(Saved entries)

---

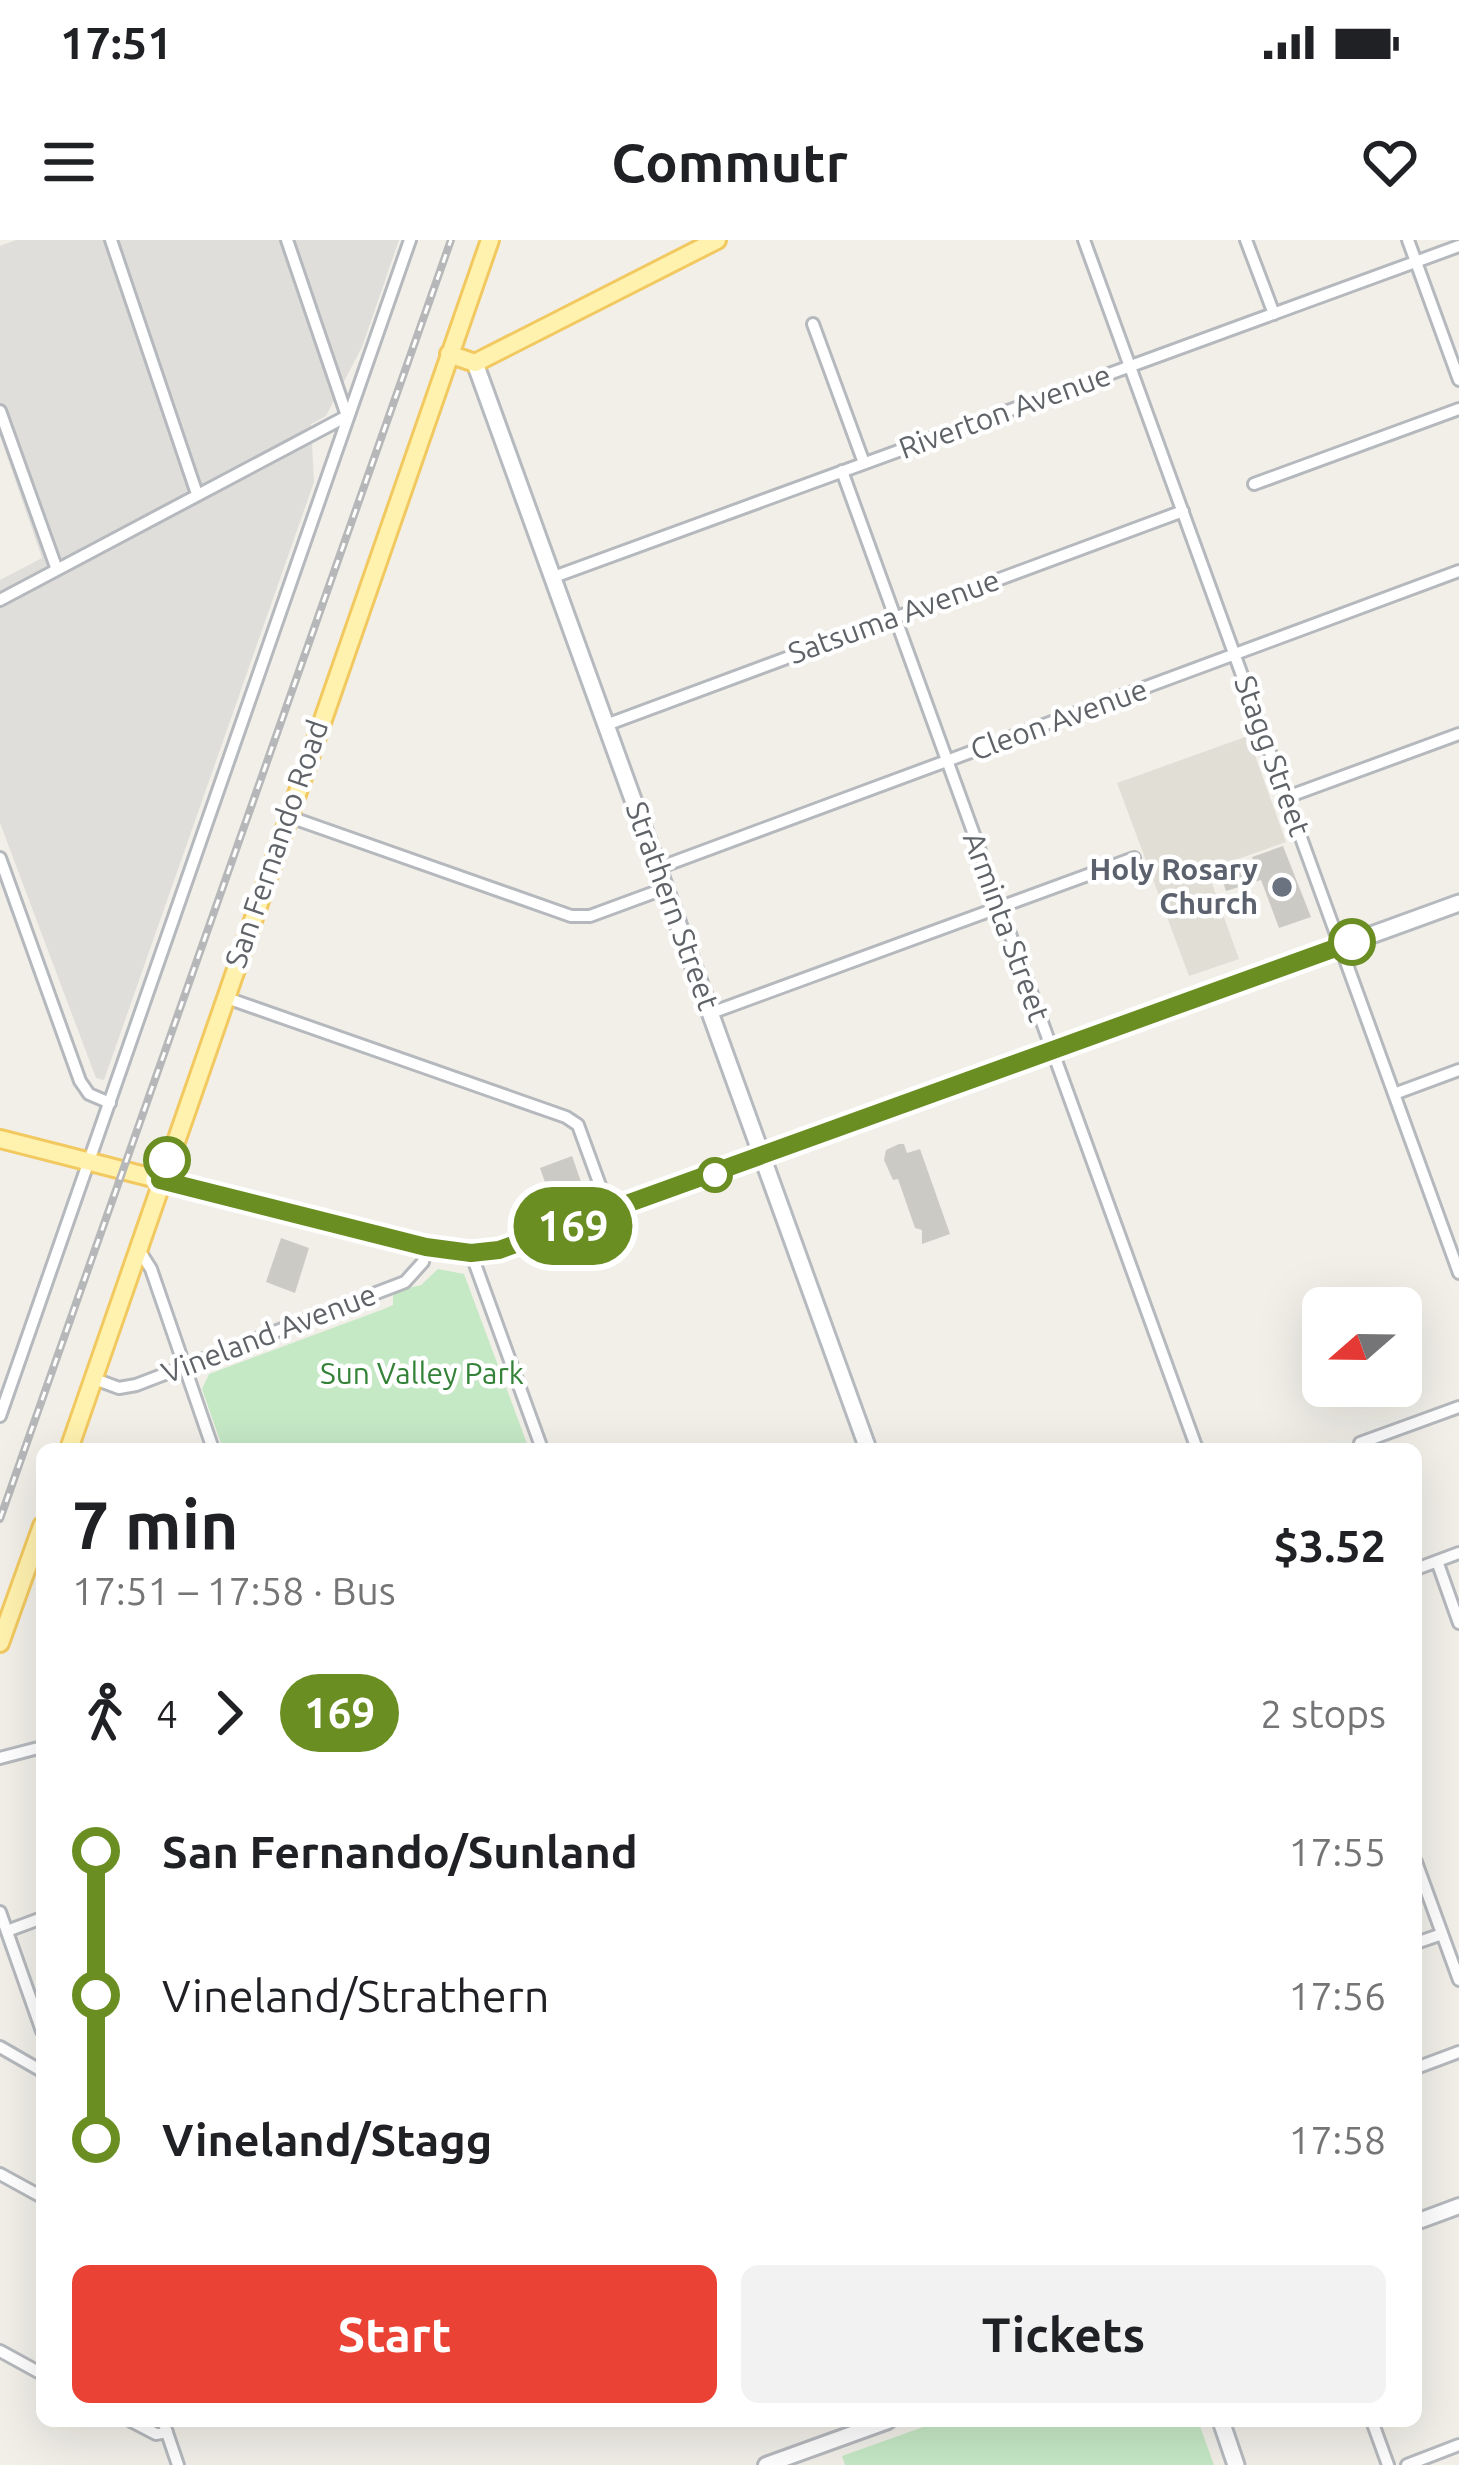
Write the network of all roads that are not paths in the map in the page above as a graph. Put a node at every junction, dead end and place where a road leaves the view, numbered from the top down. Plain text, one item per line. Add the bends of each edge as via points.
1 (111, 240) edge
2 (287, 240) edge
3 (410, 240) edge
4 (490, 240) edge
5 (717, 240) edge
6 (1084, 240) edge
7 (1246, 240) edge
8 (1408, 240) edge
9 (1459, 246) edge
10 (1416, 262) junction
11 (1274, 314) junction
12 (813, 324) dead end
13 (449, 354) junction
14 (475, 363) junction
15 (1130, 366) junction
16 (1459, 380) edge
17 (1459, 410) edge
18 (0, 411) edge
19 (347, 416) junction
20 (864, 463) junction
21 (842, 472) junction
22 (1254, 484) dead end
23 (197, 494) junction
24 (1183, 511) junction
25 (56, 567) junction
26 (1459, 571) edge
27 (551, 578) junction
28 (0, 600) edge
29 (893, 617) junction
30 (1234, 654) junction
31 (606, 725) junction
32 (1459, 734) edge
33 (945, 762) junction
34 (1287, 797) junction
35 (287, 816) junction
36 (0, 858) edge
37 (1134, 858) dead end
38 (658, 868) junction
39 (666, 888) junction
40 (1459, 903) edge
41 (1000, 908) junction
42 (1340, 946) junction
43 (224, 997) junction
44 (711, 1013) junction
45 (1052, 1051) junction
46 (1459, 1070) edge
47 (1394, 1094) junction
48 (110, 1103) junction
49 (0, 1138) edge
50 (762, 1158) junction
51 (91, 1161) junction
52 (160, 1180) junction
53 (610, 1213) junction
54 (1459, 1225) edge
55 (1444, 1230) junction
56 (137, 1247) junction
57 (426, 1247) junction
58 (471, 1253) junction
59 (1459, 1273) edge
60 (186, 1364) junction
61 (92, 1378) junction
62 (1459, 1407) edge
63 (0, 1415) edge
64 (71, 1443) edge
65 (211, 1443) edge
66 (540, 1443) edge
67 (866, 1443) edge
68 (1195, 1443) edge
69 (1360, 1443) dead end
70 (36, 1547) edge
71 (1459, 1553) edge
72 (1437, 1561) junction
73 (1422, 1566) edge
74 (1459, 1623) edge
75 (0, 1642) edge
76 (36, 1749) edge
77 (0, 1758) edge
78 (1422, 1879) edge
79 (0, 1912) edge
80 (36, 1920) edge
81 (7, 1931) junction
82 (1442, 1934) junction
83 (1422, 1941) edge
84 (1459, 1980) edge
85 (36, 2014) edge
86 (0, 2048) edge
87 (1459, 2052) edge
88 (1422, 2066) edge
89 (36, 2068) edge
90 (0, 2174) edge
91 (36, 2194) edge
92 (1459, 2206) edge
93 (1422, 2220) edge
94 (0, 2351) edge
95 (36, 2371) edge
96 (165, 2427) edge
97 (871, 2427) edge
98 (1223, 2427) edge
99 (1374, 2427) edge
100 (1459, 2445) edge
101 (178, 2465) edge
102 (766, 2465) edge
103 (1236, 2465) edge
104 (1388, 2465) edge
105 (1407, 2465) edge

1 - 23 street
2 - 19 street
3 - 19 street
4 - 13 main road, San Fernando Road
5 - 14 main road
6 - 15 street, Stagg Street
7 - 11 street
8 - 10 street
9 - 10 street, Riverton Avenue
10 - 11 street, Riverton Avenue
10 - 16 street
11 - 15 street, Riverton Avenue
12 - 20 street
13 - 14 main road
13 - 35 main road, San Fernando Road
14 - 27 main road, Strathern Street
15 - 20 street, Riverton Avenue
15 - 24 street, Stagg Street
17 - 22 street
18 - 25 street
19 - 23 street
19 - 48 street
20 - 21 street, Riverton Avenue
21 - 27 street, Riverton Avenue
21 - 29 street, Arminta Street
23 - 25 street
24 - 29 street, Satsuma Avenue
24 - 30 street, Stagg Street
25 - 28 street
26 - 30 street, Cleon Avenue
27 - 31 main road, Strathern Street
29 - 31 street, Satsuma Avenue
29 - 33 street, Arminta Street
30 - 33 street, Cleon Avenue
30 - 34 street, Stagg Street
31 - 38 main road, Strathern Street
32 - 34 street
33 - 38 street, Cleon Avenue
33 - 41 street, Arminta Street
34 - 42 street, Stagg Street
35 - 39 street via 572,916
35 - 43 main road, San Fernando Road
36 - 48 street via 80,1081
37 - 41 street
38 - 39 main road, Strathern Street
39 - 44 main road, Strathern Street
40 - 42 main road
41 - 44 street
41 - 45 street, Arminta Street
42 - 45 main road
42 - 47 street, Stagg Street
43 - 52 main road, San Fernando Road
43 - 53 street via 566,1117 578,1126
44 - 50 main road, Strathern Street
45 - 50 main road
45 - 68 street, Arminta Street
46 - 47 street
47 - 55 street, Stagg Street
48 - 51 street
49 - 51 main road
50 - 53 main road
50 - 67 main road, Strathern Street
51 - 52 main road
51 - 63 street
52 - 56 main road, San Fernando Road
52 - 57 main road
53 - 58 main road
54 - 55 street
55 - 59 street, Stagg Street
56 - 60 street
56 - 61 main road, San Fernando Road
57 - 58 main road
57 - 60 street, Vineland Avenue via 405,1282
58 - 66 street
60 - 61 street, Vineland Avenue via 128,1388
60 - 65 street
61 - 64 main road, San Fernando Road
62 - 69 street
70 - 75 main road
71 - 72 street
72 - 73 street
72 - 74 street
76 - 77 street
78 - 82 street
79 - 81 street
80 - 81 street
81 - 85 street
82 - 83 street
82 - 84 street
86 - 89 street
87 - 88 street
90 - 91 street
92 - 93 street
94 - 95 street
96 - 101 street
97 - 102 street
98 - 103 main road
99 - 104 street
100 - 105 street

---

_Task brief_
Exclude the pictures and reproduce every entry exactly.

_Problem solution_
Write the network of all roads that are not paths in the map in the page above as a graph. Put a node at every junction, dead end and place where a road leaves the view, numbered from the top down. Plain text, one item per line. Add the bends of each edge as via points.
1 (111, 240) edge
2 (287, 240) edge
3 (410, 240) edge
4 (490, 240) edge
5 (717, 240) edge
6 (1084, 240) edge
7 (1246, 240) edge
8 (1408, 240) edge
9 (1459, 246) edge
10 (1416, 262) junction
11 (1274, 314) junction
12 (813, 324) dead end
13 (449, 354) junction
14 (475, 363) junction
15 (1130, 366) junction
16 (1459, 380) edge
17 (1459, 410) edge
18 (0, 411) edge
19 (347, 416) junction
20 (864, 463) junction
21 (842, 472) junction
22 (1254, 484) dead end
23 (197, 494) junction
24 (1183, 511) junction
25 (56, 567) junction
26 (1459, 571) edge
27 (551, 578) junction
28 (0, 600) edge
29 (893, 617) junction
30 (1234, 654) junction
31 (606, 725) junction
32 (1459, 734) edge
33 (945, 762) junction
34 (1287, 797) junction
35 (287, 816) junction
36 (0, 858) edge
37 (1134, 858) dead end
38 (658, 868) junction
39 (666, 888) junction
40 (1459, 903) edge
41 (1000, 908) junction
42 (1340, 946) junction
43 (224, 997) junction
44 (711, 1013) junction
45 (1052, 1051) junction
46 (1459, 1070) edge
47 (1394, 1094) junction
48 (110, 1103) junction
49 (0, 1138) edge
50 (762, 1158) junction
51 (91, 1161) junction
52 (160, 1180) junction
53 (610, 1213) junction
54 (1459, 1225) edge
55 (1444, 1230) junction
56 (137, 1247) junction
57 (426, 1247) junction
58 (471, 1253) junction
59 (1459, 1273) edge
60 (186, 1364) junction
61 (92, 1378) junction
62 (1459, 1407) edge
63 (0, 1415) edge
64 (71, 1443) edge
65 (211, 1443) edge
66 (540, 1443) edge
67 (866, 1443) edge
68 (1195, 1443) edge
69 (1360, 1443) dead end
70 (36, 1547) edge
71 (1459, 1553) edge
72 (1437, 1561) junction
73 (1422, 1566) edge
74 (1459, 1623) edge
75 (0, 1642) edge
76 (36, 1749) edge
77 (0, 1758) edge
78 (1422, 1879) edge
79 (0, 1912) edge
80 (36, 1920) edge
81 (7, 1931) junction
82 (1442, 1934) junction
83 (1422, 1941) edge
84 (1459, 1980) edge
85 (36, 2014) edge
86 (0, 2048) edge
87 (1459, 2052) edge
88 (1422, 2066) edge
89 (36, 2068) edge
90 (0, 2174) edge
91 (36, 2194) edge
92 (1459, 2206) edge
93 (1422, 2220) edge
94 (0, 2351) edge
95 (36, 2371) edge
96 (165, 2427) edge
97 (871, 2427) edge
98 (1223, 2427) edge
99 (1374, 2427) edge
100 (1459, 2445) edge
101 (178, 2465) edge
102 (766, 2465) edge
103 (1236, 2465) edge
104 (1388, 2465) edge
105 (1407, 2465) edge

1 - 23 street
2 - 19 street
3 - 19 street
4 - 13 main road, San Fernando Road
5 - 14 main road
6 - 15 street, Stagg Street
7 - 11 street
8 - 10 street
9 - 10 street, Riverton Avenue
10 - 11 street, Riverton Avenue
10 - 16 street
11 - 15 street, Riverton Avenue
12 - 20 street
13 - 14 main road
13 - 35 main road, San Fernando Road
14 - 27 main road, Strathern Street
15 - 20 street, Riverton Avenue
15 - 24 street, Stagg Street
17 - 22 street
18 - 25 street
19 - 23 street
19 - 48 street
20 - 21 street, Riverton Avenue
21 - 27 street, Riverton Avenue
21 - 29 street, Arminta Street
23 - 25 street
24 - 29 street, Satsuma Avenue
24 - 30 street, Stagg Street
25 - 28 street
26 - 30 street, Cleon Avenue
27 - 31 main road, Strathern Street
29 - 31 street, Satsuma Avenue
29 - 33 street, Arminta Street
30 - 33 street, Cleon Avenue
30 - 34 street, Stagg Street
31 - 38 main road, Strathern Street
32 - 34 street
33 - 38 street, Cleon Avenue
33 - 41 street, Arminta Street
34 - 42 street, Stagg Street
35 - 39 street via 572,916
35 - 43 main road, San Fernando Road
36 - 48 street via 80,1081
37 - 41 street
38 - 39 main road, Strathern Street
39 - 44 main road, Strathern Street
40 - 42 main road
41 - 44 street
41 - 45 street, Arminta Street
42 - 45 main road
42 - 47 street, Stagg Street
43 - 52 main road, San Fernando Road
43 - 53 street via 566,1117 578,1126
44 - 50 main road, Strathern Street
45 - 50 main road
45 - 68 street, Arminta Street
46 - 47 street
47 - 55 street, Stagg Street
48 - 51 street
49 - 51 main road
50 - 53 main road
50 - 67 main road, Strathern Street
51 - 52 main road
51 - 63 street
52 - 56 main road, San Fernando Road
52 - 57 main road
53 - 58 main road
54 - 55 street
55 - 59 street, Stagg Street
56 - 60 street
56 - 61 main road, San Fernando Road
57 - 58 main road
57 - 60 street, Vineland Avenue via 405,1282
58 - 66 street
60 - 61 street, Vineland Avenue via 128,1388
60 - 65 street
61 - 64 main road, San Fernando Road
62 - 69 street
70 - 75 main road
71 - 72 street
72 - 73 street
72 - 74 street
76 - 77 street
78 - 82 street
79 - 81 street
80 - 81 street
81 - 85 street
82 - 83 street
82 - 84 street
86 - 89 street
87 - 88 street
90 - 91 street
92 - 93 street
94 - 95 street
96 - 101 street
97 - 102 street
98 - 103 main road
99 - 104 street
100 - 105 street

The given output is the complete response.